_PROBLEM STATEMENT_
Among the entries that follow, the required portion opens with the line containing "Please list the" and closes with the line containing "Build a routing". Give that portion again exactly, and nothing else.

_DATA RECORDS_
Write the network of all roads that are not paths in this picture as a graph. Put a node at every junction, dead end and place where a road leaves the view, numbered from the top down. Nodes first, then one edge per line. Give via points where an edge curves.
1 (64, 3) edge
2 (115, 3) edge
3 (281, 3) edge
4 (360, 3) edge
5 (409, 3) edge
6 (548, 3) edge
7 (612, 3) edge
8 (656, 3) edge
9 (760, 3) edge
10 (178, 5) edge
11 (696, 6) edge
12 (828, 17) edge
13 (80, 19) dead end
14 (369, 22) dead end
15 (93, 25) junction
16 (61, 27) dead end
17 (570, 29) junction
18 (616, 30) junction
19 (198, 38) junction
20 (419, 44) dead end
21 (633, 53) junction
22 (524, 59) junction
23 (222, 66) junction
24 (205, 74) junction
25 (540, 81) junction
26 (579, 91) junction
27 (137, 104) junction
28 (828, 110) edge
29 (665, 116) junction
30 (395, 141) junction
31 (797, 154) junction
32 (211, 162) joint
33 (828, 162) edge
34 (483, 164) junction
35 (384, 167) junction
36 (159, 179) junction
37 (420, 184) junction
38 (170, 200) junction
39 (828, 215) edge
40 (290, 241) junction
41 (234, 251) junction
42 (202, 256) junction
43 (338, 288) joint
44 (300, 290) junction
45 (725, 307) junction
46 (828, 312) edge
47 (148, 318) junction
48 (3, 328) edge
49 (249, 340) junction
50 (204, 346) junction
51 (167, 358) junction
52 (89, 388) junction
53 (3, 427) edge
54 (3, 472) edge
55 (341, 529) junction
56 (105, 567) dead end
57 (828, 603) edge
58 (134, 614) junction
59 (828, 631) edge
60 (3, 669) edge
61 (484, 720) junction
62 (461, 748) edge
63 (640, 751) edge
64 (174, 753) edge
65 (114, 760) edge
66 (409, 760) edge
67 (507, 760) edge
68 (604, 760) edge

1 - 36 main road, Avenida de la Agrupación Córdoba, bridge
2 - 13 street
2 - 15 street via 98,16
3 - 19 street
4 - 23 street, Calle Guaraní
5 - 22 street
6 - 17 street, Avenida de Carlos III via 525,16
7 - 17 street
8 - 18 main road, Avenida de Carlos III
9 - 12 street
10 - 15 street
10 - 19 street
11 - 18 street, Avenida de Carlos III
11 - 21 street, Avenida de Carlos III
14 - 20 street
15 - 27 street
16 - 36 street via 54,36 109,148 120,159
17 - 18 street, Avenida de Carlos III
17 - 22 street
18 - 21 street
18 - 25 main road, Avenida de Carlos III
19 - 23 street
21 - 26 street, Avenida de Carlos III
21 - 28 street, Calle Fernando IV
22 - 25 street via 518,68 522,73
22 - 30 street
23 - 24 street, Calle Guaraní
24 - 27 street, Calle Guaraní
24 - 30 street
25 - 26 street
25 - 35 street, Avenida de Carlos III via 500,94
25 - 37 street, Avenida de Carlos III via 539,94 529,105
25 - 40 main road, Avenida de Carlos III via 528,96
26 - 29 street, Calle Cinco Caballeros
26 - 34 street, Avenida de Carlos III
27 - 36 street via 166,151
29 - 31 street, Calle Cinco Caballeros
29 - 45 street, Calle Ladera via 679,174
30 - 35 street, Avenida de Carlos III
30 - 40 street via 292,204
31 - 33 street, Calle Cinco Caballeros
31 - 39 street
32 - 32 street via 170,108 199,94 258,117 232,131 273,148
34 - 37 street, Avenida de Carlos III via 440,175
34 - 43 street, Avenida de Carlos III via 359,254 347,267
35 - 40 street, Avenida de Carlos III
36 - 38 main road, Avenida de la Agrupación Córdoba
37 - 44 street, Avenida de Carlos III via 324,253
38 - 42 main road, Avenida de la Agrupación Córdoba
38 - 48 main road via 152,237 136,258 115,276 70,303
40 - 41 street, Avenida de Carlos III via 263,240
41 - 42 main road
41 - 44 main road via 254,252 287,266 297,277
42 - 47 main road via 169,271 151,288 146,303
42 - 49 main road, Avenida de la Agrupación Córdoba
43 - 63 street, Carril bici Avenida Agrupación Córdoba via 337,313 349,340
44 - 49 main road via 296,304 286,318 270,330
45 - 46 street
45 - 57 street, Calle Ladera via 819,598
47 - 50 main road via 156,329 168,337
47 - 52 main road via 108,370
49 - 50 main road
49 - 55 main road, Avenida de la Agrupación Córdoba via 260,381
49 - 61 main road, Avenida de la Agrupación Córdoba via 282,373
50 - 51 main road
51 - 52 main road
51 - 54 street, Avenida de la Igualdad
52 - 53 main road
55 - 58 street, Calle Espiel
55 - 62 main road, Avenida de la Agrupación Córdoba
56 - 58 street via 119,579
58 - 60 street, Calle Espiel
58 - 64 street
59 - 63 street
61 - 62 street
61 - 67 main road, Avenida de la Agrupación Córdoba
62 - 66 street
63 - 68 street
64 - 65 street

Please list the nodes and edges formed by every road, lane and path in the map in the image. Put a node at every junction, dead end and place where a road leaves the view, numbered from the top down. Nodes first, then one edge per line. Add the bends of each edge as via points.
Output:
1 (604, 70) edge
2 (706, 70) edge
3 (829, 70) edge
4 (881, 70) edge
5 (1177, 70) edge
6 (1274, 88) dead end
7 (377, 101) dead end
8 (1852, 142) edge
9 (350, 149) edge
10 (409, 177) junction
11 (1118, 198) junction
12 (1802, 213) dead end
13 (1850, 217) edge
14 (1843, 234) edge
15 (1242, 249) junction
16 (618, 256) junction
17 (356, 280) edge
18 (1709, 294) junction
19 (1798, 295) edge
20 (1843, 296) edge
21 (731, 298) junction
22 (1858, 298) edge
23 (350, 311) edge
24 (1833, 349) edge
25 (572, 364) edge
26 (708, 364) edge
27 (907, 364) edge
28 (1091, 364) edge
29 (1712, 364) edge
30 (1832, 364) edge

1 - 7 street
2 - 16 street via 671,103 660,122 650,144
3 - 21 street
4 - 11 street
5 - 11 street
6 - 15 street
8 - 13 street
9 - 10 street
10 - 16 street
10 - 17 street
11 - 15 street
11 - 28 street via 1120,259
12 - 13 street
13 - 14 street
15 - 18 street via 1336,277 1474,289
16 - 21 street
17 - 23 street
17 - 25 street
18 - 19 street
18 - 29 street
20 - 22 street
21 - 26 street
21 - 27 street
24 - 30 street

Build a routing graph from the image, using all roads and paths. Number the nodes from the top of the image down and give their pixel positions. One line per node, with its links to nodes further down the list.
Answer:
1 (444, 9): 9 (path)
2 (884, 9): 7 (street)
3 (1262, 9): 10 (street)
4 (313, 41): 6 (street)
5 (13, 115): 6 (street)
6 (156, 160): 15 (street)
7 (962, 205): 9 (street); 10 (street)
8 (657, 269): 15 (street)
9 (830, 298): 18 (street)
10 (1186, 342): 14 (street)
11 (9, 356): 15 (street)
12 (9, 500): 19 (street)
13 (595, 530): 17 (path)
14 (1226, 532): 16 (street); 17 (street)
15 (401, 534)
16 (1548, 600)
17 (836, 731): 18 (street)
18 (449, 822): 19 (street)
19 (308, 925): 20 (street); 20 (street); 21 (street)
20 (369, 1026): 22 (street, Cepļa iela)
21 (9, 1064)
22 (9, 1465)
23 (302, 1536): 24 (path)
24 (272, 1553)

_ANSWER SPACE_
Please list the nodes and edges formed by every road, lane and path in the map in the image. Put a node at every junction, dead end and place where a road leaves the view, numbered from the top down. Nodes first, then one edge per line. Add the bends of each edge as via points.
Output:
1 (604, 70) edge
2 (706, 70) edge
3 (829, 70) edge
4 (881, 70) edge
5 (1177, 70) edge
6 (1274, 88) dead end
7 (377, 101) dead end
8 (1852, 142) edge
9 (350, 149) edge
10 (409, 177) junction
11 (1118, 198) junction
12 (1802, 213) dead end
13 (1850, 217) edge
14 (1843, 234) edge
15 (1242, 249) junction
16 (618, 256) junction
17 (356, 280) edge
18 (1709, 294) junction
19 (1798, 295) edge
20 (1843, 296) edge
21 (731, 298) junction
22 (1858, 298) edge
23 (350, 311) edge
24 (1833, 349) edge
25 (572, 364) edge
26 (708, 364) edge
27 (907, 364) edge
28 (1091, 364) edge
29 (1712, 364) edge
30 (1832, 364) edge

1 - 7 street
2 - 16 street via 671,103 660,122 650,144
3 - 21 street
4 - 11 street
5 - 11 street
6 - 15 street
8 - 13 street
9 - 10 street
10 - 16 street
10 - 17 street
11 - 15 street
11 - 28 street via 1120,259
12 - 13 street
13 - 14 street
15 - 18 street via 1336,277 1474,289
16 - 21 street
17 - 23 street
17 - 25 street
18 - 19 street
18 - 29 street
20 - 22 street
21 - 26 street
21 - 27 street
24 - 30 street

Build a routing graph from the image, using all roads and paths. Number the nodes from the top of the image down and give their pixel positions. One line per node, with its links to nodes further down the list.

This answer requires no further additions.